Step 2: Connect Kettle to the MaxCompute project
- In the
data-integration
directory, double-click Spoon.bat
(Windows) or double-click Spoon
(macOS) to start Spoon.
- In the main menu bar of Spoon, choose to create a Kettle job. This job can be used to create a job scheduling workflow.
- In the left-side pane, click the View tab. In the navigation tree that appears, right-click Database connections and select New.
- In the dialog box that appears, click the General tab and configure connection parameters. The following table describes the parameters.

Parameter |
Description |
Connection name |
The name of the data connection that you want to establish, such as MaxCompute. This
parameter is used to distinguish connections to different databases.
|
Connection type |
The type of the data connection that you want to establish. Select Generic database from the drop-down list.
|
Method of access |
The connection method. Select Native (JDBC) from the drop-down list.
|
Dialect |
The SQL dialect. Select Hadoop Hive 2 from the drop-down list.
|
Custom connection URL |
The URL that is used to connect to the MaxCompute project. The format is jdbc:odps:<MaxCompute_endpoint>?project=<MaxCompute_project_name> . Delete the angle brackets (<> ) when you configure this parameter. Parameters:
- <MaxCompute_endpoint>: required. The endpoint of MaxCompute. Configure this parameter based on the region
where the MaxCompute project resides.
For more information about the endpoints of MaxCompute in different regions, see Endpoints.
- <MaxCompute_project_name>: required. The name of the MaxCompute project to which you want to connect Tableau.
This parameter specifies the name of your MaxCompute project instead of the DataWorks
workspace to which the MaxCompute project corresponds.

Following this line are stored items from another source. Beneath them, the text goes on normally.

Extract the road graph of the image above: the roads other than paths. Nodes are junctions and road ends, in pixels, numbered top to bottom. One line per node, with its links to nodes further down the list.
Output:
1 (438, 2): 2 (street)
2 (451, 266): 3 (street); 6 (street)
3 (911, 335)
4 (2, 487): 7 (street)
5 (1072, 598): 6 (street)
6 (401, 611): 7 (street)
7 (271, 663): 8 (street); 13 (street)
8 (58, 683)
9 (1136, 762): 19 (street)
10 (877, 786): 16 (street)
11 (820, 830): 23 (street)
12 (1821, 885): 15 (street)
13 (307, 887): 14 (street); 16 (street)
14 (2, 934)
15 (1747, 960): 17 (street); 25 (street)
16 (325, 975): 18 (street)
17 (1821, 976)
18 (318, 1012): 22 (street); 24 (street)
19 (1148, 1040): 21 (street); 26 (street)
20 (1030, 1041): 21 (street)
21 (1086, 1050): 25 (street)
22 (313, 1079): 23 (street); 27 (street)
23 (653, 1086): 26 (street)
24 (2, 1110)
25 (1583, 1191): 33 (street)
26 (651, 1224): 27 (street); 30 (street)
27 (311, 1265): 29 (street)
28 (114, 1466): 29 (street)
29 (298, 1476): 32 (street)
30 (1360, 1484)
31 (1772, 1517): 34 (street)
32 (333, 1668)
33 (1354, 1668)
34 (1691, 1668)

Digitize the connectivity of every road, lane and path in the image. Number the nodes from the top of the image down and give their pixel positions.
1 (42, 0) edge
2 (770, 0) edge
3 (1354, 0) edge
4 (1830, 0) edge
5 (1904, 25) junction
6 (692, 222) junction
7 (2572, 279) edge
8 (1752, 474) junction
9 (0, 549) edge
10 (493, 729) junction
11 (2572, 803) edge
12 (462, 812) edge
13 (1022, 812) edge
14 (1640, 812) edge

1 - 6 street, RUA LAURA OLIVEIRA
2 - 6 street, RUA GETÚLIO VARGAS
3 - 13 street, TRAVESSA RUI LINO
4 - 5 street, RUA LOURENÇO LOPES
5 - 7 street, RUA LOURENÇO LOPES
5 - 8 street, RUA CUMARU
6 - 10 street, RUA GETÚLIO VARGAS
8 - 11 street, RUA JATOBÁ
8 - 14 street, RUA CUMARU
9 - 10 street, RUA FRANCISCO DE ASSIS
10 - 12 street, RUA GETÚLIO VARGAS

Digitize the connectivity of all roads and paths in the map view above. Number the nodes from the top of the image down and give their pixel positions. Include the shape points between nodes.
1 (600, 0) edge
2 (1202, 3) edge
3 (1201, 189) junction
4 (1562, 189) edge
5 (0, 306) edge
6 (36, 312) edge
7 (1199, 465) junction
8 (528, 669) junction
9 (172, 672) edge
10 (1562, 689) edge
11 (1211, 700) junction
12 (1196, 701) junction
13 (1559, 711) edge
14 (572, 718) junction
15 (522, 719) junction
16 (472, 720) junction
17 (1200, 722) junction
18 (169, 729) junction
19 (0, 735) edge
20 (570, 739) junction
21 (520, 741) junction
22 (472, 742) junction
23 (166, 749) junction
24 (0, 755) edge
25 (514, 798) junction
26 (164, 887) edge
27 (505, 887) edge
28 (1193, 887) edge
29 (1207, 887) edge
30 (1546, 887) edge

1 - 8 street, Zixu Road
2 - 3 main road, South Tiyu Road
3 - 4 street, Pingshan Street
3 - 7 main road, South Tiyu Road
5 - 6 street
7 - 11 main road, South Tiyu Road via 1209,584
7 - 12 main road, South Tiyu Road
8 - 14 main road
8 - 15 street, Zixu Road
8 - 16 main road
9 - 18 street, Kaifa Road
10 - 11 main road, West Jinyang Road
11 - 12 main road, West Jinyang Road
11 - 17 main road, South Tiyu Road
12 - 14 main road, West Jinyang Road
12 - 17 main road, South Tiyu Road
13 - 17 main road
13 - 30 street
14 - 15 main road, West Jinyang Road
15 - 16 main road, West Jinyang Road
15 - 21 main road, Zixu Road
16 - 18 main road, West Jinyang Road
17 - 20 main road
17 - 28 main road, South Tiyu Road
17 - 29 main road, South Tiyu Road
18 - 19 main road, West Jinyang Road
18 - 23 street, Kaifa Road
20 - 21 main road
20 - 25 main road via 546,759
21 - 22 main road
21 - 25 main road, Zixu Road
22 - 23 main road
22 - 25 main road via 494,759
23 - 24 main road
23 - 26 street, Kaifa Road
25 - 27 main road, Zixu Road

You can log on to the MaxCompute console, select the region where your MaxCompute project resides in the top navigation bar,
and then view the name of the MaxCompute project on the Project management tab.
|
Custom driver class name |
The driver that is used to connect to the MaxCompute project. Set this parameter to
com.aliyun.odps.jdbc.OdpsDriver.
|
Username |
The AccessKey ID that is used to access the MaxCompute project.
You can click the profile picture in the upper-right corner of the MaxCompute console
and select AccessKey Management to obtain the AccessKey ID.
|
Password |
The AccessKey secret that corresponds to the AccessKey ID.
You can click the profile picture in the upper-right corner of the MaxCompute console
and select AccessKey Management to obtain the AccessKey secret.
|
- Click Test. If the message shown in the following figure appears, click OK and Finish.
Step 3: Create a job scheduling workflow
In Spoon, you can create and associate core objects (jobs) on the Design tab to create a job scheduling workflow.
This step describes how to create an ETL workflow that uses the LOAD command to load
data from Object Storage Service (OSS) and writes data to a MaxCompute internal table.
For more information about the sample data, see Use a built-in extractor to import data. The following figure shows the core objects that are involved in the ETL workflow.
These core objects are categorized based on their types.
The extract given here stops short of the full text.